✨ Appendix D — Spark SQL Reference & Exam Caveats
- Based on: Apache Spark SQL & Delta Lake in Fabric (Microsoft Learn)
- 📁 ← Back to Home
Syntax reference for Spark SQL as tested on DP-600. Spark SQL runs in Notebooks and Spark job definitions against Lakehouse Delta tables. The exam tests where Spark SQL applies (vs T-SQL), Delta-specific commands, and the read/write boundaries — not authoring big ETL scripts from scratch.
Table of contents
- 🧭 1 — Where Spark SQL Shows Up in Fabric
- 🏗️ 2 — Creating Tables (Managed vs External)
- 🔺 3 — Delta Lake DML: MERGE, UPDATE, DELETE
- 🧹 4 — Delta Maintenance: OPTIMIZE, VACUUM, Z-ORDER
- 🕰️ 5 — Time Travel
- 👁️ 6 — Views, Temp Views & the
%%sqlMagic - 🔤 7 — Spark SQL vs T-SQL (Key Differences)
- ⚠️ 8 — Spark SQL Exam Traps (Rapid Fire)
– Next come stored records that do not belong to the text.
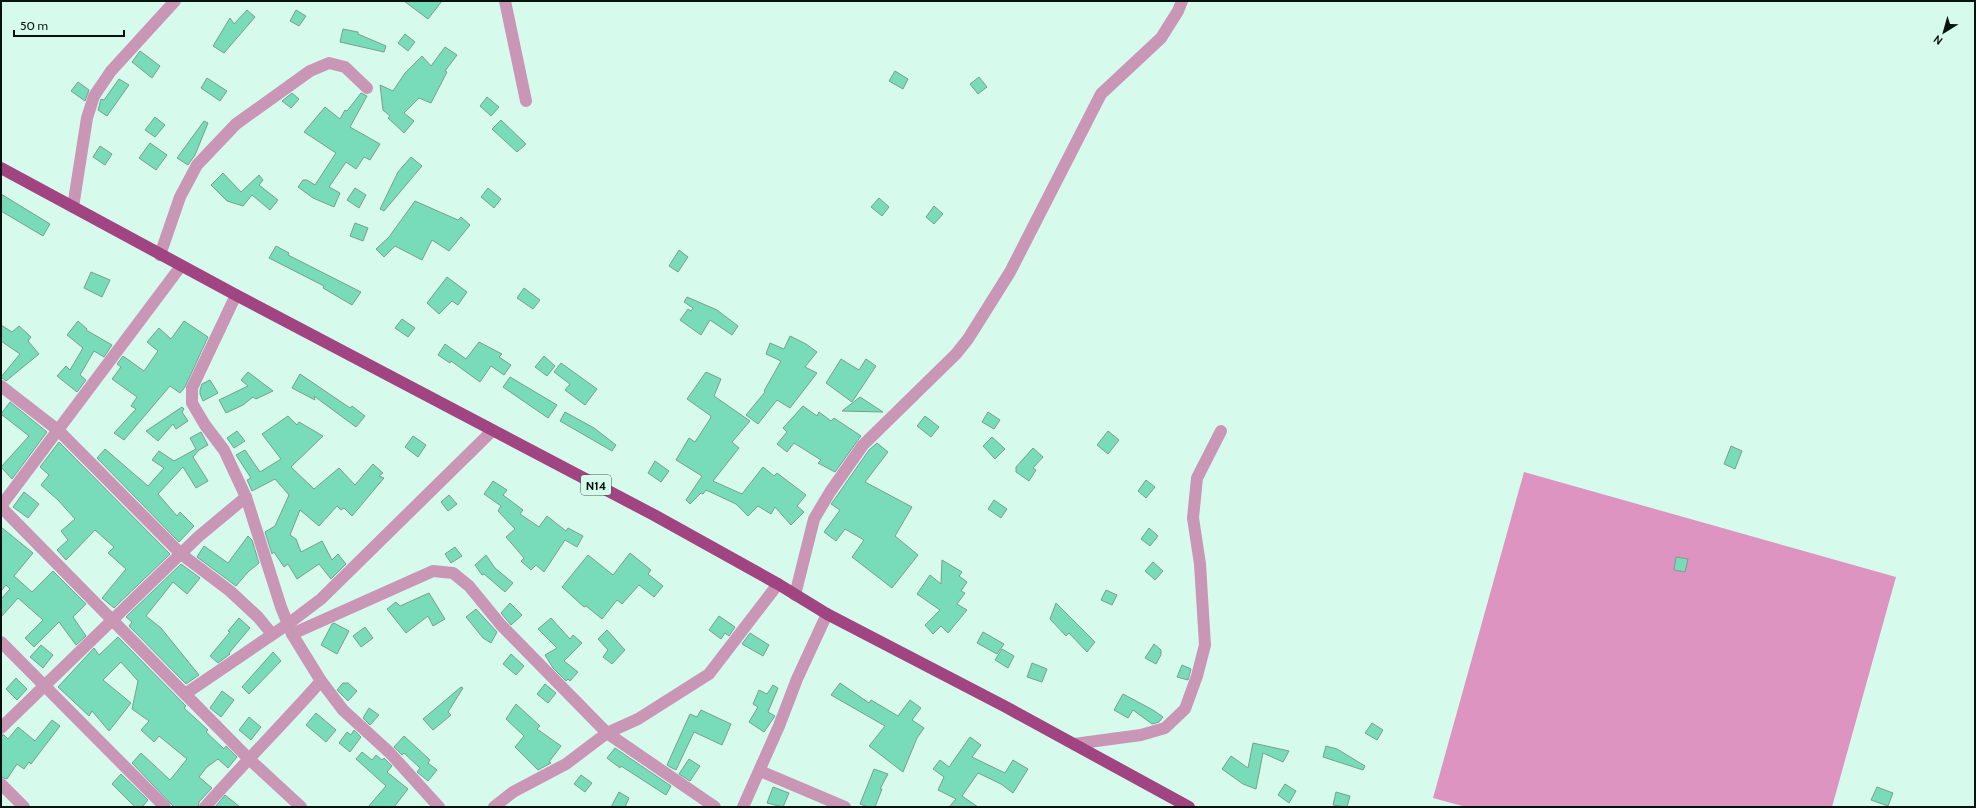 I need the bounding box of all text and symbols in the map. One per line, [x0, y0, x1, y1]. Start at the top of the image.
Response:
scale bar [14, 12, 124, 38]
north arrow [1924, 12, 1964, 52]
text: 50 m [20, 18, 48, 33]
text: N [1931, 32, 1945, 48]
road number: N14 [581, 475, 611, 495] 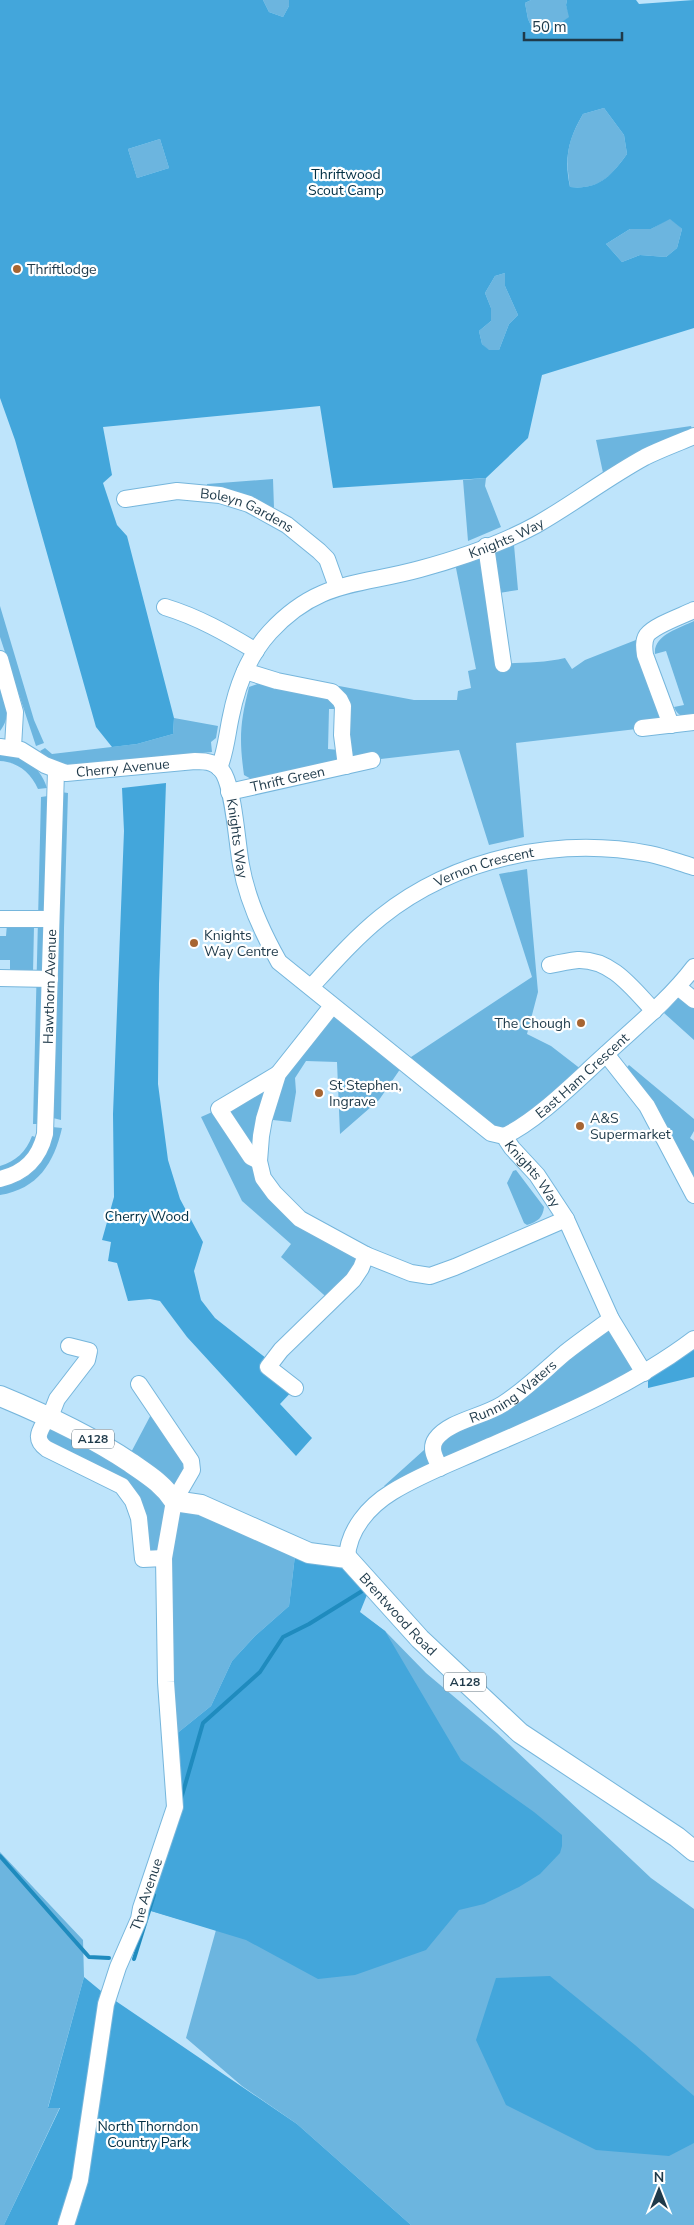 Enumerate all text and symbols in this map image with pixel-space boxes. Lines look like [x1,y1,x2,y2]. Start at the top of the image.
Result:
scale bar [524,10,622,42]
text: 50 m [532,17,567,37]
park label: Thriftwood Scout Camp [308,165,384,200]
place label: Thriftlodge [27,260,97,279]
marker: Thriftlodge [11,263,23,275]
street label: Boleyn Gardens [199,484,298,537]
street label: Knights Way [466,513,548,563]
street label: Cherry Avenue [75,754,170,782]
street label: Thrift Green [249,761,326,796]
street label: Knights Way [222,797,253,881]
street label: Vernon Crescent [430,842,535,892]
place label: Knights Way Centre [204,926,278,961]
street label: Hawthorn Avenue [38,929,61,1044]
marker: Knights Way Centre [188,937,200,949]
place label: The Chough [494,1014,571,1033]
marker: The Chough [575,1017,587,1029]
street label: East Ham Crescent [531,1028,633,1123]
place label: St Stephen, Ingrave [329,1076,402,1111]
marker: St Stephen, Ingrave [313,1087,325,1099]
place label: A&S Supermarket [590,1109,671,1144]
marker: A&S Supermarket [574,1120,586,1132]
street label: Knights Way [500,1137,566,1211]
park label: Cherry Wood [105,1207,189,1226]
street label: Running Waters [466,1355,561,1427]
road number: A128 [72,1430,114,1448]
street label: Brentwood Road [355,1569,441,1660]
road number: A128 [444,1672,486,1691]
street label: The Avenue [126,1856,167,1934]
park label: North Thorndon Country Park [97,2117,199,2152]
north arrow [634,2165,684,2215]
text: N [654,2168,664,2187] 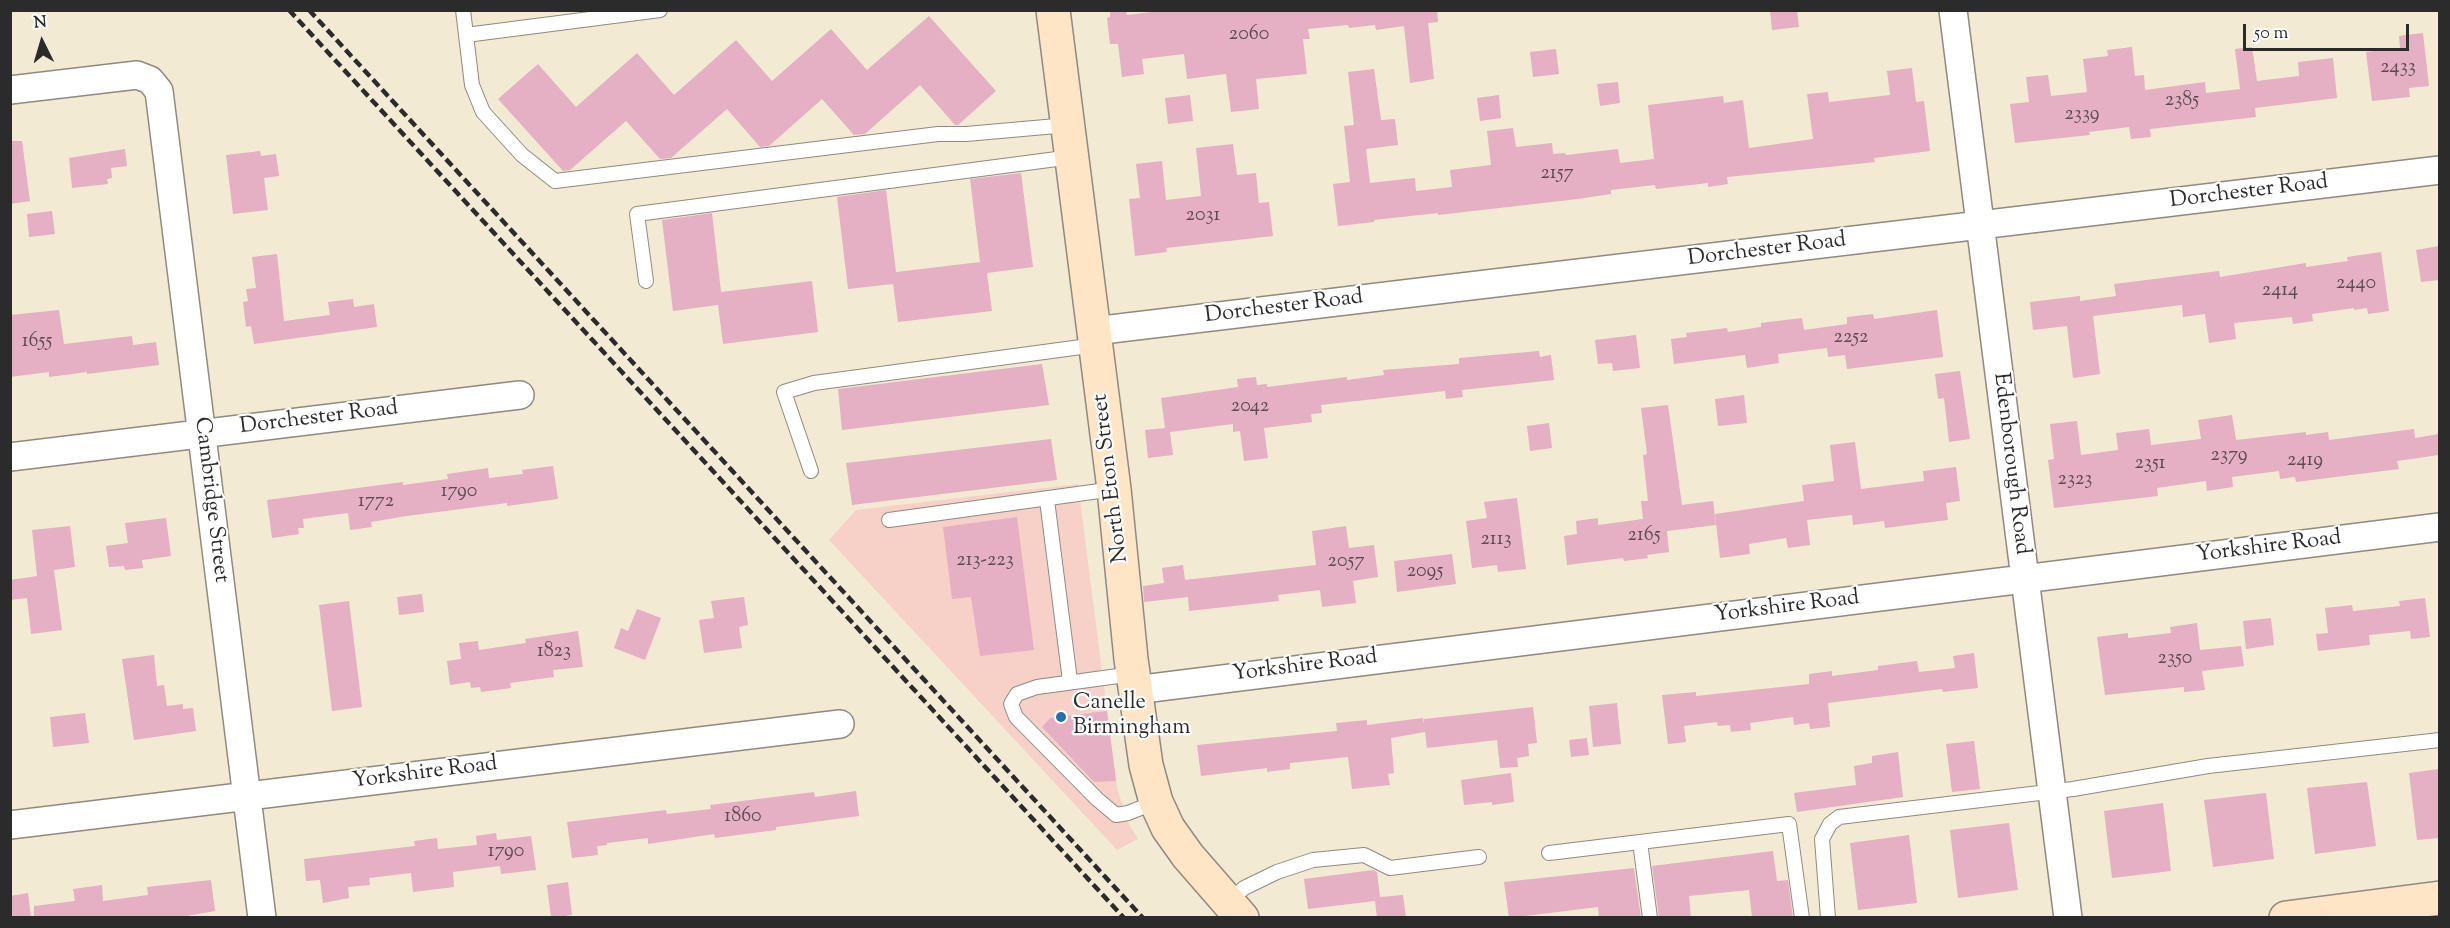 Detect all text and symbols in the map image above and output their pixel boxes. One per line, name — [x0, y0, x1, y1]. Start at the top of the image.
north arrow — [12, 12, 72, 72]
text: N — [33, 12, 48, 36]
scale bar — [2246, 12, 2412, 50]
text: 50 m — [2254, 21, 2288, 47]
house number: 2060 — [1229, 24, 1269, 48]
house number: 2433 — [2380, 57, 2416, 81]
house number: 2385 — [2165, 90, 2199, 114]
house number: 2339 — [2064, 104, 2100, 128]
house number: 2157 — [1540, 163, 1574, 187]
street label: Dorchester Road — [2168, 170, 2330, 216]
house number: 2031 — [1186, 205, 1220, 229]
street label: Dorchester Road — [1686, 228, 1848, 274]
house number: 2440 — [2336, 273, 2376, 297]
house number: 2414 — [2262, 280, 2298, 304]
street label: Dorchester Road — [1203, 285, 1365, 331]
house number: 2252 — [1834, 327, 1868, 351]
house number: 1655 — [22, 331, 52, 355]
street label: Edenborough Road — [1986, 371, 2034, 557]
street label: North Eton Street — [1089, 392, 1135, 564]
street label: Dorchester Road — [238, 396, 400, 442]
house number: 2042 — [1231, 396, 1269, 420]
street label: Cambridge Street — [187, 416, 233, 584]
house number: 2379 — [2211, 445, 2247, 469]
house number: 2419 — [2287, 450, 2323, 474]
house number: 2351 — [2134, 453, 2166, 477]
house number: 2323 — [2058, 469, 2092, 493]
house number: 1790 — [441, 481, 477, 505]
house number: 1772 — [358, 491, 394, 515]
house number: 2165 — [1628, 525, 1660, 549]
street label: Yorkshire Road — [2195, 526, 2343, 570]
house number: 2113 — [1480, 529, 1512, 553]
house number: 213-223 — [956, 550, 1014, 574]
house number: 2057 — [1328, 551, 1364, 575]
house number: 2095 — [1407, 561, 1443, 585]
street label: Yorkshire Road — [1713, 586, 1861, 630]
house number: 1823 — [537, 641, 571, 665]
street label: Yorkshire Road — [1231, 645, 1379, 689]
house number: 2350 — [2158, 648, 2192, 672]
place label: Canelle Birmingham — [1073, 691, 1190, 742]
marker: Canelle Birmingham — [1054, 710, 1068, 724]
street label: Yorkshire Road — [351, 752, 499, 796]
house number: 1860 — [724, 806, 762, 830]
house number: 1790 — [488, 841, 524, 865] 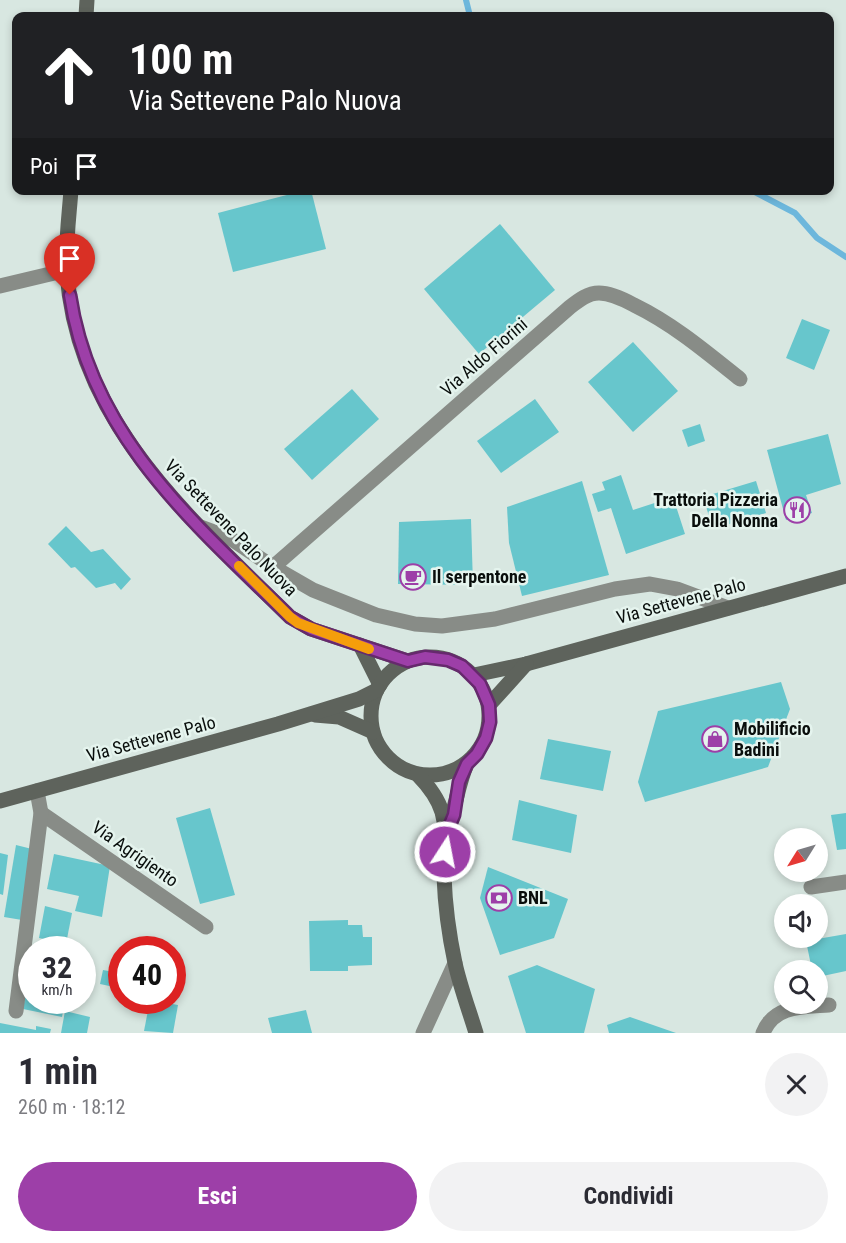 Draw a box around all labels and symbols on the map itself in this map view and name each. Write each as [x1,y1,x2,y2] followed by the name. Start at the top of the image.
[44,233,95,295] pin
[436,313,531,400] street label: Via Aldo Fiorini
[161,455,302,600] street label: Via Settevene Palo Nuova
[653,489,778,531] place label: Trattoria Pizzeria Della Nonna
[782,495,812,525] restaurant icon: Trattoria Pizzeria Della Nonna
[398,562,428,592] cafe icon: Il serpentone
[432,566,527,587] place label: Il serpentone
[614,573,748,628] street label: Via Settevene Palo
[84,711,218,766] street label: Via Settevene Palo
[734,718,811,760] place label: Mobilificio Badini
[700,724,730,754] shop icon: Mobilificio Badini
[88,816,182,891] street label: Via Agrigiento
[413,820,477,884] position arrow
[774,828,828,882] north arrow
[484,883,514,913] bank icon: BNL
[518,887,548,908] place label: BNL
[108,936,186,1014] speed limit sign: 40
🧭 1 — Where Spark SQL Shows Up in Fabric
| Surface | Spark SQL? | Notes |
|---|---|---|
| Notebook | ✅ | %%sql magic cell, or spark.sql("...") in Python |
| Spark Job Definition | ✅ | Batch script execution |
| Lakehouse | ✅ | Reads/writes managed & external Delta tables |
| Warehouse | ❌ | Uses T-SQL, not Spark |
| SQL analytics endpoint | ❌ | T-SQL read-only surface over the Lakehouse |
| KQL Database | ❌ | Uses KQL |
Exam Caveat: Spark SQL writes to the Lakehouse (unlike the read-only SQL analytics endpoint). If a scenario needs to transform and persist Lakehouse Delta tables, the answer is a Notebook (Spark SQL / PySpark) or a Dataflow — not the SQL endpoint. See Appendix C — SQL for the T-SQL side.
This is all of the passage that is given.